Here’s a really fascinating mapping website to check out: Pittsburgh Historic Maps is based on city maps of Pittsburgh, going back to 1833. (For more recent years, there are aerial photos.) You can zoom in on any neighborhood, or part of a neighborhood. There’s a timeline with a little slider (visible in the top of the map image), which you can move to watch as the selected area changes over the decades. Street names change, houses and buildings appear, or disappear. And as the view fades from one map from the other, you can see both at once (as in the image below).
You can look at any section of the city, but of course we wanted to look at our neighborhood. We zoomed in on the area that is now the central streets of Polish Hill. Below is a series of screen shots of the same section, from the mid 19th century to last year.
Here’s the view between the 1840s and 1870s, when this area was called Springfield Farms and Minersville. There wasn’t much there yet — West Penn Hospital, the railroad. Just for comparison, there are some more familiar landmarks — like the s-curve of Herron Avenue — visible in the shadow of the 1870s map coming into view:

Here is the same area around 1870 — lots of areas plotted out, but not many buildings. Notice West Penn Hospital on the lower left — that area is now West Penn Park:

And again around 1880, with a lot more houses and buildings (the little yellow boxes):

Around 1890. There’s a brick factory where the church is now, and Brereton Avenue is now Jones Avenue:

Sometime after 1905 — the church and the school are now there. What was 33rd Street 10 years earlier is now Herron Avenue. Millwood Avenue has become Melwood Avenue, and a bigger thoroughfare, Grant Boulevard, has been created:

At this point, the maps have specific dates on them. Here’s the same area, in 1910:

By 1923, West Penn Hospital is gone, and the area is now a park and playground. Dickson Street has been renamed Dobson Street.

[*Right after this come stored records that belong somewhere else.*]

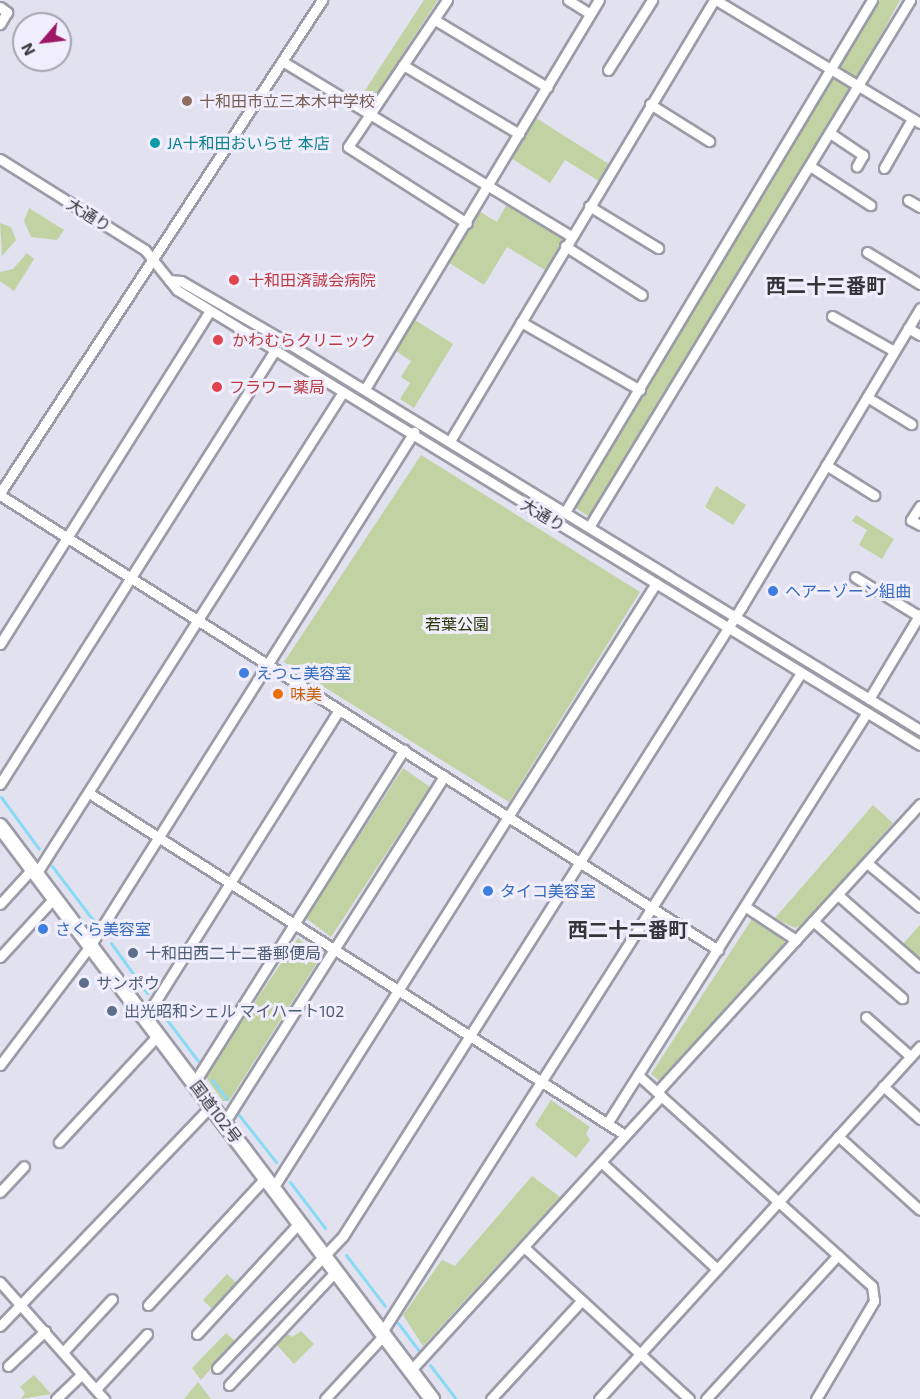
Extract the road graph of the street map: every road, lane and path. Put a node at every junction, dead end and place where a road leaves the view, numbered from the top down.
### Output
1 (322, 0) edge
2 (447, 0) edge
3 (568, 0) edge
4 (598, 0) edge
5 (652, 0) edge
6 (715, 0) edge
7 (873, 0) edge
8 (910, 0) edge
9 (0, 7) edge
10 (590, 14) junction
11 (435, 20) junction
12 (0, 24) edge
13 (282, 61) junction
14 (403, 65) junction
15 (608, 70) dead end
16 (830, 70) junction
17 (547, 87) junction
18 (858, 87) junction
19 (650, 105) junction
20 (370, 114) junction
21 (916, 121) edge
22 (830, 133) junction
23 (519, 134) junction
24 (709, 141) dead end
25 (0, 159) edge
26 (810, 166) junction
27 (856, 166) dead end
28 (884, 168) dead end
29 (488, 186) junction
30 (908, 200) dead end
31 (870, 205) dead end
32 (589, 206) junction
33 (920, 207) edge
34 (466, 223) junction
35 (571, 236) junction
36 (565, 246) junction
37 (658, 248) dead end
38 (867, 252) dead end
39 (153, 261) junction
40 (169, 280) junction
41 (920, 285) edge
42 (642, 295) dead end
43 (920, 308) edge
44 (210, 311) junction
45 (832, 316) dead end
46 (521, 322) junction
47 (908, 328) junction
48 (920, 335) edge
49 (275, 350) junction
50 (894, 351) junction
51 (365, 389) junction
52 (640, 390) junction
53 (343, 392) junction
54 (867, 397) junction
55 (419, 424) junction
56 (911, 424) dead end
57 (412, 435) junction
58 (450, 441) junction
59 (826, 465) junction
60 (0, 494) edge
61 (874, 495) dead end
62 (920, 506) edge
63 (565, 512) junction
64 (920, 525) edge
65 (589, 527) junction
66 (66, 538) junction
67 (855, 577) dead end
68 (132, 578) junction
69 (656, 583) junction
70 (919, 615) edge
71 (735, 617) junction
72 (198, 620) junction
73 (728, 627) junction
74 (0, 644) edge
75 (268, 665) junction
76 (801, 673) junction
77 (869, 699) junction
78 (339, 710) junction
79 (867, 713) junction
80 (920, 730) edge
81 (920, 745) edge
82 (405, 750) junction
83 (444, 776) junction
84 (0, 784) edge
85 (89, 793) junction
86 (920, 804) edge
87 (508, 816) junction
88 (0, 826) edge
89 (160, 837) junction
90 (580, 862) junction
91 (867, 862) junction
92 (34, 872) junction
93 (230, 881) junction
94 (838, 895) junction
95 (54, 898) junction
96 (0, 903) edge
97 (651, 907) junction
98 (746, 907) junction
99 (920, 907) edge
100 (813, 921) junction
101 (296, 923) junction
102 (796, 940) junction
103 (90, 946) junction
104 (334, 947) junction
105 (718, 950) junction
106 (0, 957) edge
107 (920, 967) edge
108 (399, 989) junction
109 (902, 998) dead end
110 (866, 1017) dead end
111 (145, 1018) junction
112 (471, 1033) junction
113 (158, 1035) junction
114 (920, 1046) edge
115 (910, 1056) junction
116 (0, 1065) edge
117 (638, 1075) junction
118 (543, 1080) junction
119 (194, 1083) junction
120 (884, 1086) junction
121 (659, 1094) junction
122 (211, 1106) junction
123 (920, 1119) edge
124 (608, 1122) junction
125 (224, 1123) junction
126 (625, 1135) junction
127 (838, 1136) junction
128 (59, 1142) dead end
129 (601, 1162) junction
130 (24, 1166) dead end
131 (269, 1183) junction
132 (0, 1192) edge
133 (779, 1202) junction
134 (920, 1210) edge
135 (300, 1222) junction
136 (525, 1248) junction
137 (323, 1253) junction
138 (838, 1255) junction
139 (717, 1269) junction
140 (336, 1270) junction
141 (0, 1282) edge
142 (112, 1299) dead end
143 (582, 1300) junction
144 (20, 1305) junction
145 (148, 1305) dead end
146 (0, 1326) edge
147 (45, 1331) junction
148 (147, 1334) dead end
149 (197, 1334) dead end
150 (383, 1334) junction
151 (63, 1352) junction
152 (640, 1353) junction
153 (8, 1366) dead end
154 (217, 1368) dead end
155 (411, 1370) junction
156 (82, 1374) junction
157 (229, 1385) dead end
158 (96, 1389) junction
159 (56, 1399) edge
160 (104, 1399) edge
161 (325, 1399) edge
162 (432, 1399) edge
163 (491, 1399) edge
164 (599, 1399) edge
165 (689, 1399) edge
166 (706, 1399) edge
167 (816, 1399) edge

1 - 13 street
2 - 11 street
3 - 10 street
4 - 10 street
5 - 15 street
6 - 16 street
6 - 19 street
7 - 16 street
8 - 18 street
9 - 12 street
10 - 17 street
11 - 14 street
11 - 17 street
13 - 20 street
13 - 39 street
14 - 20 street
14 - 23 street
16 - 18 street
16 - 52 street
17 - 23 street
18 - 21 street
18 - 22 street
19 - 24 street
19 - 32 street
20 - 29 street
20 - 34 street
21 - 28 street
22 - 26 street
22 - 27 street
23 - 29 street
25 - 39 street, 大通り
26 - 31 street
26 - 65 street
29 - 34 street
29 - 35 street
30 - 33 street
32 - 35 street
32 - 37 street
34 - 51 street
35 - 36 street
36 - 42 street
36 - 46 street
38 - 41 street
39 - 40 street, 大通り
39 - 60 street
40 - 44 street, 大通り
40 - 51 street, 大通り
43 - 47 street
44 - 49 street, 大通り
44 - 66 street
45 - 50 street
46 - 52 street
46 - 58 street
47 - 48 street
47 - 50 street
49 - 53 street, 大通り
49 - 68 street
50 - 54 street
51 - 55 street, 大通り
52 - 63 street
53 - 57 street, 大通り
53 - 72 street
54 - 56 street
54 - 59 street
55 - 57 street
55 - 58 street, 大通り
57 - 69 street, 大通り
57 - 75 street
58 - 63 street, 大通り
59 - 61 street
59 - 71 street
60 - 66 street
62 - 64 street
63 - 65 street, 大通り
65 - 71 street, 大通り
66 - 68 street
66 - 74 street
67 - 70 street
68 - 72 street
68 - 84 street
69 - 73 street, 大通り
69 - 87 street
70 - 77 street
71 - 73 street
71 - 77 street, 大通り
72 - 75 street
72 - 85 street
73 - 76 street, 大通り
73 - 90 street
75 - 78 street
75 - 89 street
76 - 79 street, 大通り
76 - 97 street
77 - 80 street, 大通り
78 - 82 street
78 - 93 street
79 - 81 street, 大通り
79 - 98 street
82 - 83 street
82 - 101 street
83 - 87 street
83 - 104 street
85 - 89 street
85 - 92 street
86 - 91 street
87 - 90 street
87 - 108 street
88 - 92 highway, 国道102号
89 - 93 street
89 - 103 street
90 - 97 street
90 - 112 street
91 - 94 street
91 - 99 street
92 - 95 highway, 国道102号
92 - 96 street
93 - 101 street
93 - 111 street
94 - 100 street
94 - 107 street
95 - 103 highway, 国道102号
95 - 106 street
97 - 105 street
97 - 118 street
98 - 102 street
98 - 105 street
100 - 102 street
100 - 109 street
101 - 104 street
101 - 119 street
102 - 121 street
103 - 111 highway, 国道102号
103 - 116 street
104 - 108 street
104 - 125 street
105 - 117 street
108 - 112 street
108 - 131 street
110 - 115 street
111 - 113 highway, 国道102号
112 - 118 street
112 - 137 street
113 - 119 highway, 国道102号
113 - 128 street
114 - 115 street
115 - 120 street
117 - 121 street
117 - 124 street
118 - 124 street
118 - 150 street
119 - 122 highway, 国道102号
120 - 123 street
120 - 127 street
121 - 126 street
121 - 133 street
122 - 125 highway, 国道102号
122 - 144 street
124 - 126 street
125 - 131 highway, 国道102号
126 - 129 street
127 - 133 street
127 - 134 street
129 - 136 street
129 - 139 street
130 - 132 street
131 - 135 highway, 国道102号
131 - 145 street
133 - 138 street
133 - 139 street
135 - 137 highway, 国道102号
135 - 149 street
136 - 143 street
136 - 155 street
137 - 140 highway, 国道102号
137 - 154 street
138 - 166 street
138 - 167 street
139 - 152 street
140 - 150 highway, 国道102号
140 - 157 street
141 - 144 street
142 - 151 street
143 - 152 street
143 - 163 street
144 - 146 street
144 - 147 street
147 - 151 street
147 - 153 street
148 - 158 street
150 - 155 highway, 国道102号
150 - 161 street
151 - 156 street
152 - 164 street
152 - 165 street
155 - 162 highway, 国道102号
156 - 158 street
156 - 159 street
158 - 160 street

Grant Boulevard has become Bigelow Boulevard:

The view switches to an aerial photograph in 1939:

Then there’s a jump to 1957:

And a much bigger jump, almost 50 years, to 2005. Not as many railroad tracks as before:

And then a Google Maps image from 2012:

Again, the website is Pittsburgh Historic Maps. Check it out when you have some time to spare, because you’re likely to get absorbed looking at how the city has changed over time.